Berkat bioteknologi, saat ini tersedia perekat jaringan dan sumbat, yang dapat digunakan untuk menutup saluran fistula. Secara teoretis, kedua modalitas ini dapat menghindarkan pasien dari inkontinensia pasca operasi. Terapi ini lebih disukai karena merupakan tindakan yang tampak kecil, meski pada awal terapi biasanya perlu pemasangan seton sebelum prosedur dilakukan. Meski penggunaan perekat banyak dipilih karena dinilai lebih nyaman, beberapa studi menunjukkan angka kekambuhan pada prosedur ini cukup tinggi. Sedangkan pada penggunaan sumbat, perlu pengukuran akurat ukuran kedua ujung saluran. Sumbat juga dikontraindikasikan pada abses atau infeksi akut, fistula simpleks, alergi terhadap produk babi, serta pada kasus fistula kantong vaginal dan fistula rekto-vaginal.

  • Flap

Prosedur ini hanya dilakukan pada pasien dengan fistula kronik letak tinggi, indikasi sama dengan penggunaan seton. Cara ini memiliki keunggulan karena prosedur hanya dilakukan satu kali, dengan kerusakan minimal. Kerugiannya, angka kesuksesan rendah pada pasien dengan penyakit Crohn atau infeksi akut. Prosedur ini diawali fistulektomi total, diikuti pembuangan saluran-saluran primer dan sekunder dan eksisi total ujung internal fistula. Setelah itu, dilakukan flap mukomuskular. Defek pada otot bagian dalam ditutup, menggunakan benang absorbable. Flap dijahit ke bagian dalam, sehingga garis jahitan tidak tumpang tindih dengan otot yang dalam proses penyembuhan.

  • LIFT

LIFT (ligation of the intersphincteric fistula tract) adalah prosedur untuk fistula transfingterik kompleks. Prosedur ini dilakukan untuk menutup saluran dalam dan menyingkirkan jaringan kriptoglandular, yang menjadi biang keladi terjadinya fistula. Tindakan ini dapat dilakukan pada fistula kompleks maupun fistula rekuren. Dilakukan insisi pada lekuk antarsfingter. Ahli bedah mencari saluran antarsfingter lalu mengisolasinya. Setelah diisolasi, saluran antarsfingter dekat bagian dalam saluran dan pengeluaran saluran intersfingter diligasi, semua jaringan granulasi di saluran fistula yang tersisa dikuret, dan bagian otot sfingter eksterna yang rusak dijahit.

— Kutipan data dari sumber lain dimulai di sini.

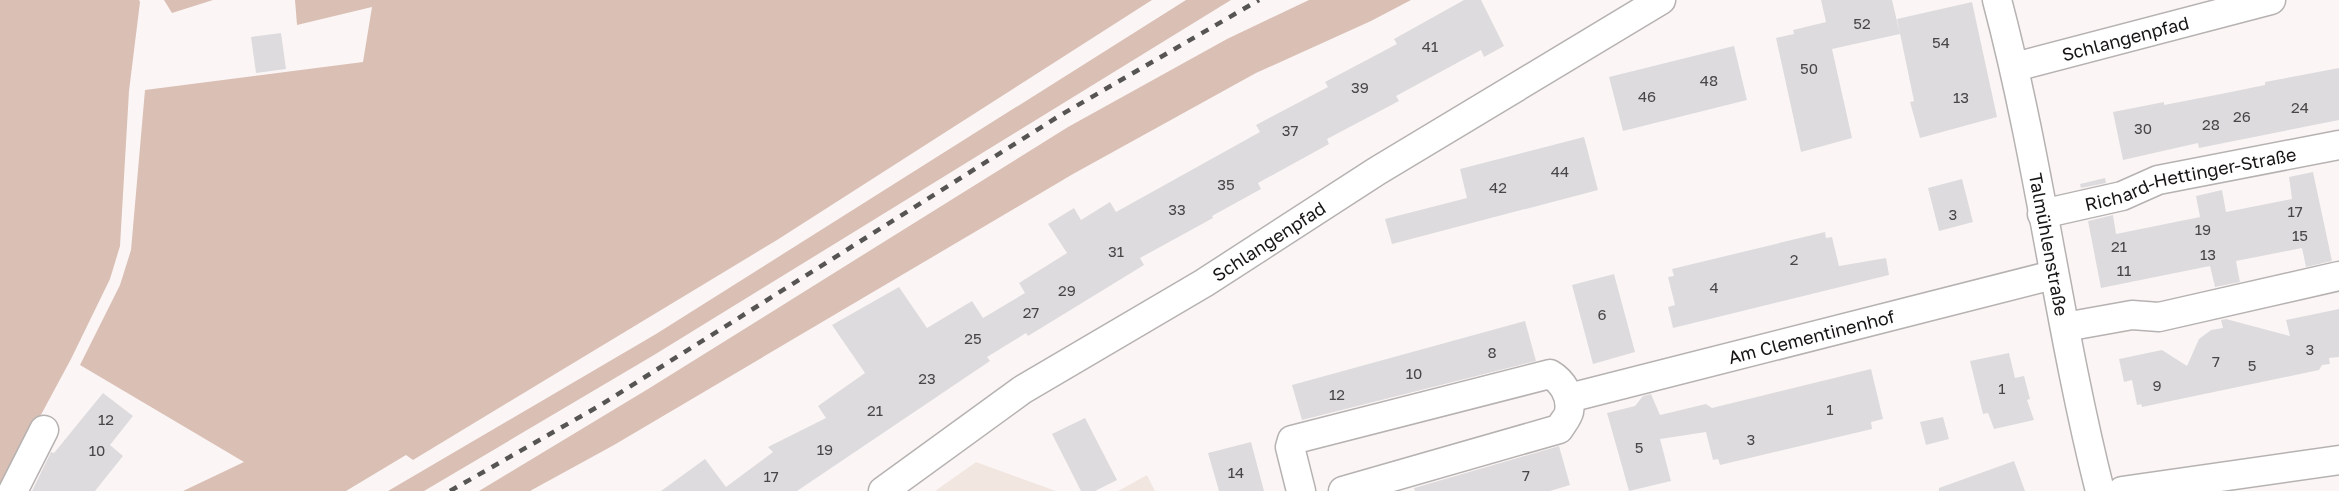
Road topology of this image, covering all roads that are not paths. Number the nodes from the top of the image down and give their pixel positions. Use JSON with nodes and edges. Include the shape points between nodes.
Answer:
{"nodes":[{"id":1,"x":1661,"y":0,"type":"edge"},
{"id":2,"x":1997,"y":0,"type":"edge"},
{"id":3,"x":2271,"y":0,"type":"edge"},
{"id":4,"x":2015,"y":67,"type":"junction"},
{"id":5,"x":2339,"y":145,"type":"edge"},
{"id":6,"x":2042,"y":214,"type":"junction"},
{"id":7,"x":2054,"y":274,"type":"junction"},
{"id":8,"x":2339,"y":276,"type":"edge"},
{"id":9,"x":2065,"y":327,"type":"junction"},
{"id":10,"x":1569,"y":398,"type":"junction"},
{"id":11,"x":44,"y":430,"type":"dead end"},
{"id":12,"x":2339,"y":460,"type":"edge"},
{"id":13,"x":13,"y":491,"type":"edge"},
{"id":14,"x":882,"y":491,"type":"edge"},
{"id":15,"x":1301,"y":491,"type":"edge"},
{"id":16,"x":1343,"y":491,"type":"edge"},
{"id":17,"x":2100,"y":491,"type":"edge"},
{"id":18,"x":2122,"y":491,"type":"edge"}],
"edges":[{"from":1,"to":14,"type":"street","name":"Schlangenpfad","via":[[1387,165],[1204,283],[1022,390]]},
{"from":2,"to":4,"type":"street","name":"Talmühlenstraße"},
{"from":3,"to":4,"type":"street","name":"Schlangenpfad"},
{"from":4,"to":6,"type":"street","name":"Talmühlenstraße"},
{"from":5,"to":6,"type":"street","name":"Richard-Hettinger-Straße","via":[[2158,180],[2122,196]]},
{"from":6,"to":7,"type":"street","name":"Talmühlenstraße"},
{"from":7,"to":9,"type":"street","name":"Talmühlenstraße"},
{"from":7,"to":10,"type":"street","name":"Am Clementinenhof"},
{"from":8,"to":9,"type":"street","via":[[2159,316],[2132,315]]},
{"from":9,"to":17,"type":"street","name":"Talmühlenstraße"},
{"from":10,"to":15,"type":"street","via":[[1561,380],[1550,374],[1293,440],[1290,447]]},
{"from":10,"to":16,"type":"street","via":[[1569,412],[1559,429]]},
{"from":11,"to":13,"type":"street"},
{"from":12,"to":18,"type":"street"}]}
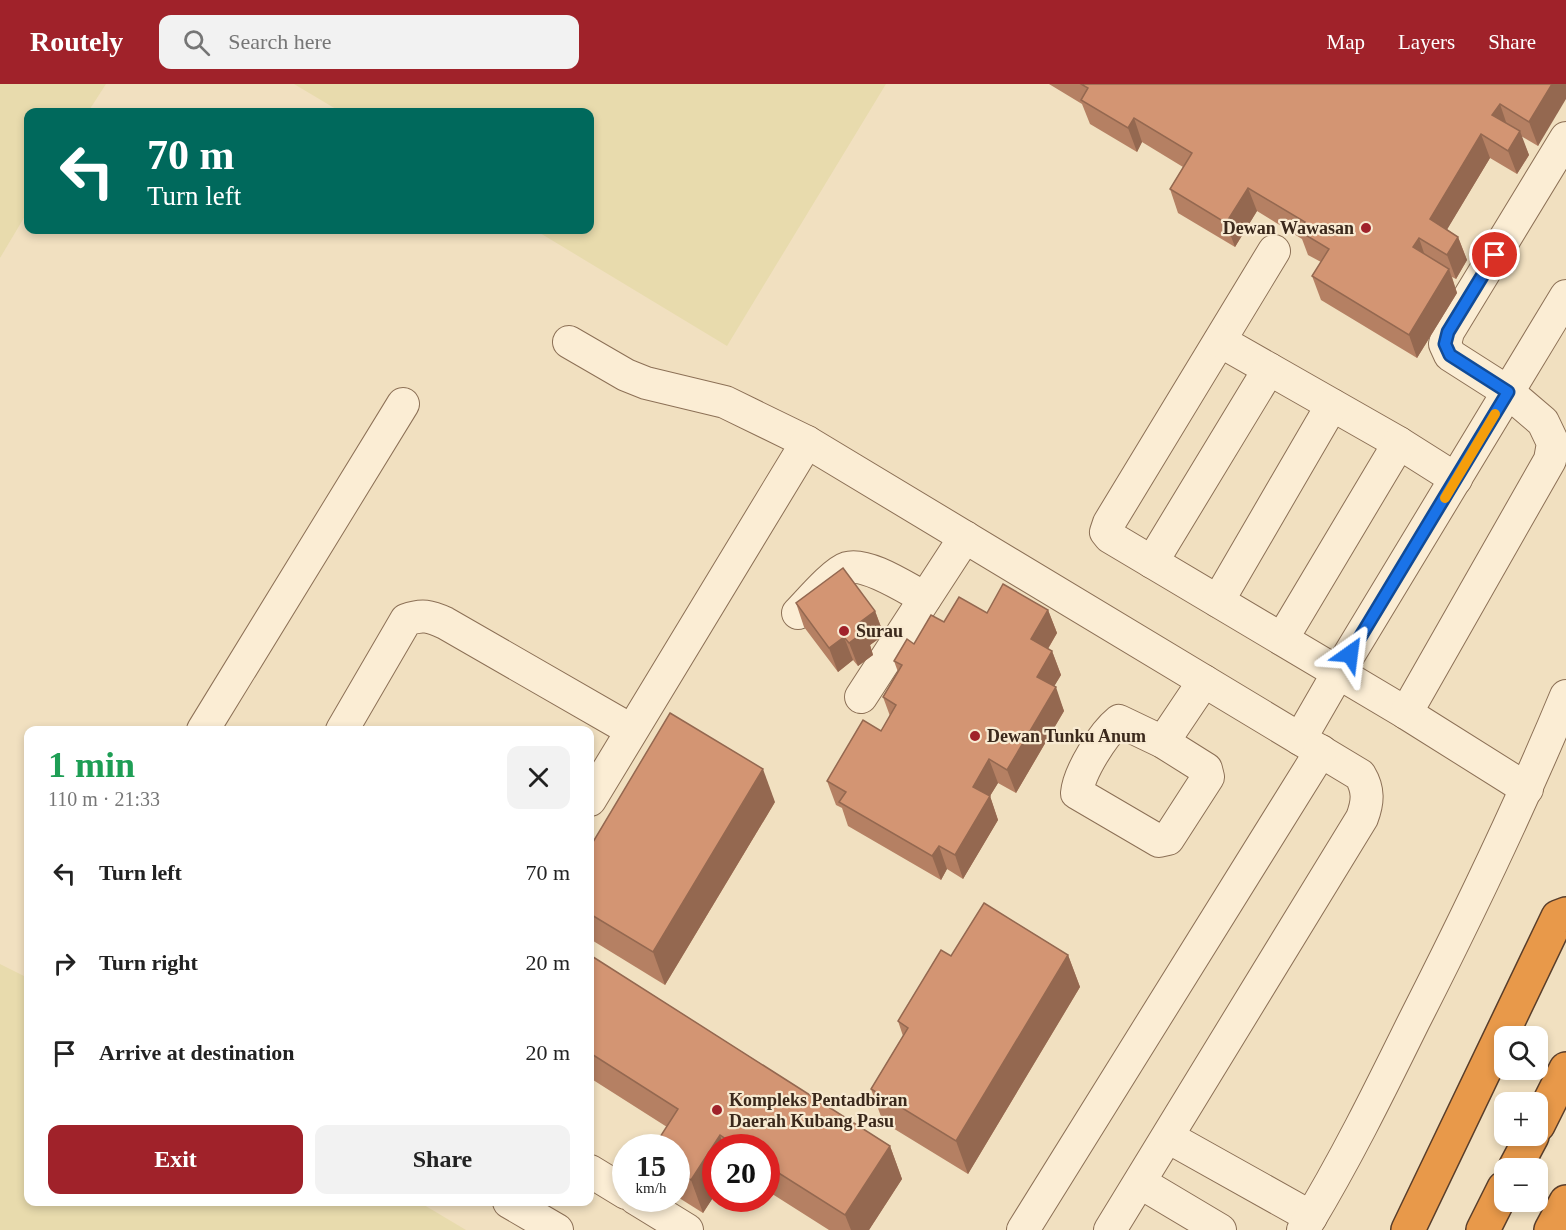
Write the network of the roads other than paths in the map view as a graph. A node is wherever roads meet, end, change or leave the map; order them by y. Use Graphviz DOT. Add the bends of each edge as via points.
graph roads {
  1 [pos="1566,138"];
  2 [pos="1274,251"];
  3 [pos="1564,303"];
  4 [pos="1220,341"];
  5 [pos="569,342"];
  6 [pos="1269,369"];
  7 [pos="1508,392"];
  8 [pos="403,404"];
  9 [pos="1332,405"];
  10 [pos="807,442"];
  11 [pos="1399,443"];
  12 [pos="1456,479"];
  13 [pos="965,537"];
  14 [pos="1152,562"];
  15 [pos="925,598"];
  16 [pos="1218,601"];
  17 [pos="798,613"];
  18 [pos="1282,639"];
  19 [pos="1338,673"];
  20 [pos="1204,681"];
  21 [pos="1566,696"];
  22 [pos="861,697"];
  23 [pos="1406,713"];
  24 [pos="205,726"];
  25 [pos="344,726"];
  26 [pos="631,730"];
  27 [pos="1163,742"];
  28 [pos="1311,745"];
  29 [pos="1527,789"];
  30 [pos="594,793"];
  31 [pos="1566,914"];
  32 [pos="1566,1070"];
  33 [pos="1548,1105"];
  34 [pos="1168,1137"];
  35 [pos="594,1173"];
  36 [pos="1141,1183"];
  37 [pos="612,1184"];
  38 [pos="1566,1202"];
  39 [pos="516,1206"];
  40 [pos="1494,1208"];
  41 [pos="658,1212"];
  42 [pos="1307,1223"];
  43 [pos="557,1230"];
  44 [pos="687,1230"];
  45 [pos="1023,1230"];
  46 [pos="1110,1230"];
  47 [pos="1220,1230"];
  48 [pos="1408,1230"];
  49 [pos="1483,1230"];
  50 [pos="1551,1230"];
  1 -- 7 [label="street" via="1448,332 1445,344 1450,355"];
  2 -- 4 [label="street"];
  3 -- 7 [label="street"];
  4 -- 6 [label="street"];
  4 -- 14 [label="street" via="1106,531"];
  5 -- 10 [label="street" via="626,375 725,402"];
  6 -- 9 [label="street"];
  6 -- 14 [label="street"];
  7 -- 12 [label="street"];
  7 -- 23 [label="street" via="1543,422 1553,443 1550,459"];
  8 -- 24 [label="street"];
  9 -- 11 [label="street"];
  9 -- 16 [label="street"];
  10 -- 13 [label="street"];
  10 -- 26 [label="street"];
  11 -- 12 [label="street"];
  11 -- 18 [label="street"];
  12 -- 19 [label="street"];
  13 -- 15 [label="street"];
  13 -- 20 [label="street"];
  14 -- 16 [label="street"];
  15 -- 17 [label="street" via="865,568 846,568"];
  15 -- 22 [label="street"];
  16 -- 18 [label="street"];
  18 -- 19 [label="street"];
  19 -- 23 [label="street"];
  19 -- 28 [label="street"];
  20 -- 27 [label="street"];
  20 -- 28 [label="street"];
  21 -- 29 [label="street"];
  23 -- 29 [label="street"];
  25 -- 26 [label="street" via="406,620 419,615 445,623"];
  26 -- 30 [label="street"];
  28 -- 34 [label="street" via="1360,775 1366,784 1362,818"];
  28 -- 45 [label="street"];
  29 -- 42 [label="street" via="1374,1102"];
  31 -- 48 [label="highway" via="1558,917"];
  32 -- 33 [label="highway"];
  34 -- 36 [label="street"];
  34 -- 42 [label="street"];
  35 -- 37 [label="street"];
  36 -- 46 [label="street"];
  36 -- 47 [label="street"];
  38 -- 50 [label="highway"];
  39 -- 43 [label="street"];
  40 -- 49 [label="highway"];
  41 -- 44 [label="street"];
}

Kapan pemilihan teknik dilakukan dan apa saja yang perlu diperhatikan?

Tujuan pembedahan pada fistula adalah mengobati infeksi, menyingkirkan saluran fistula, menghindari kambuh atau menetapnya fistula sambil mempertahankan fungsi sfingter sebaik mungkin. Struktur fistula yang berbentuk tubulus, mempermudah dilakukannya fistulotomi atau fistulektomi. Pilihan tindakan yang dilakukan, tergantung ketebalan otot sfingter yang ditembus, karena tindakan ini dapat menyebabkan inkontinensia fekal, mulai ringan hingga sama sekali total.

Risiko kerusakan otot ini menjadi perhatian utama dalam melakukan pembedahan. Hal ini  menjadi masalah pada fistula kompleks, yang melibatkan otot cukup banyak dan luas. Dan jika memiliki banyak saluran, mungkin ada saluran yang terlewat. Dan jika disebabkan oleh keganasan, jaringan yang rapuh dapat mempersulit pembedahan.

Para ahli bedah berusaha mencari metode pembedahan yang tepat dan efektif, untuk mengatasi fistula ani. Fistulotomi sederhana, yaitu pembukaan total saluran yang menghubungkan kedua ujung dan pembukaan ujung utama di bagian dalam, angka kesuksesannya 95%. Pembedahan dapat diikuti marsupialisasi saluran menggunakan benang absorbable, yang  terbukti mempersingkat masa penyembuhan dengan berkurangnya ukuran luka. Sekilas, terapi ini tampak sebagai terapi ideal.

Kenyataannya, fistula ada bermacam-macam. Fistulotomi hanya cocok dilakukan pada kasus-kasus fistula simpleks, yang jumlahya sekitar 45% dari seluruh kasus fistula. Fistulotomi juga dapat menyebabkan inkontinensia, sekalipun pada kasus fistula simpleks. Hal ini menjadi dilema pada pengobatan. Pasien dapat sembuh dengan pembedahan agresif, tetapi mengorbankan kekuatan otot sehingga terjadi inkontinensia. Di sisi lain, jika diterapkan terapi konservatif, inkontinensia mungkin tidak terjadi, tetapi fistula akan terus ada atau kambuh kembali.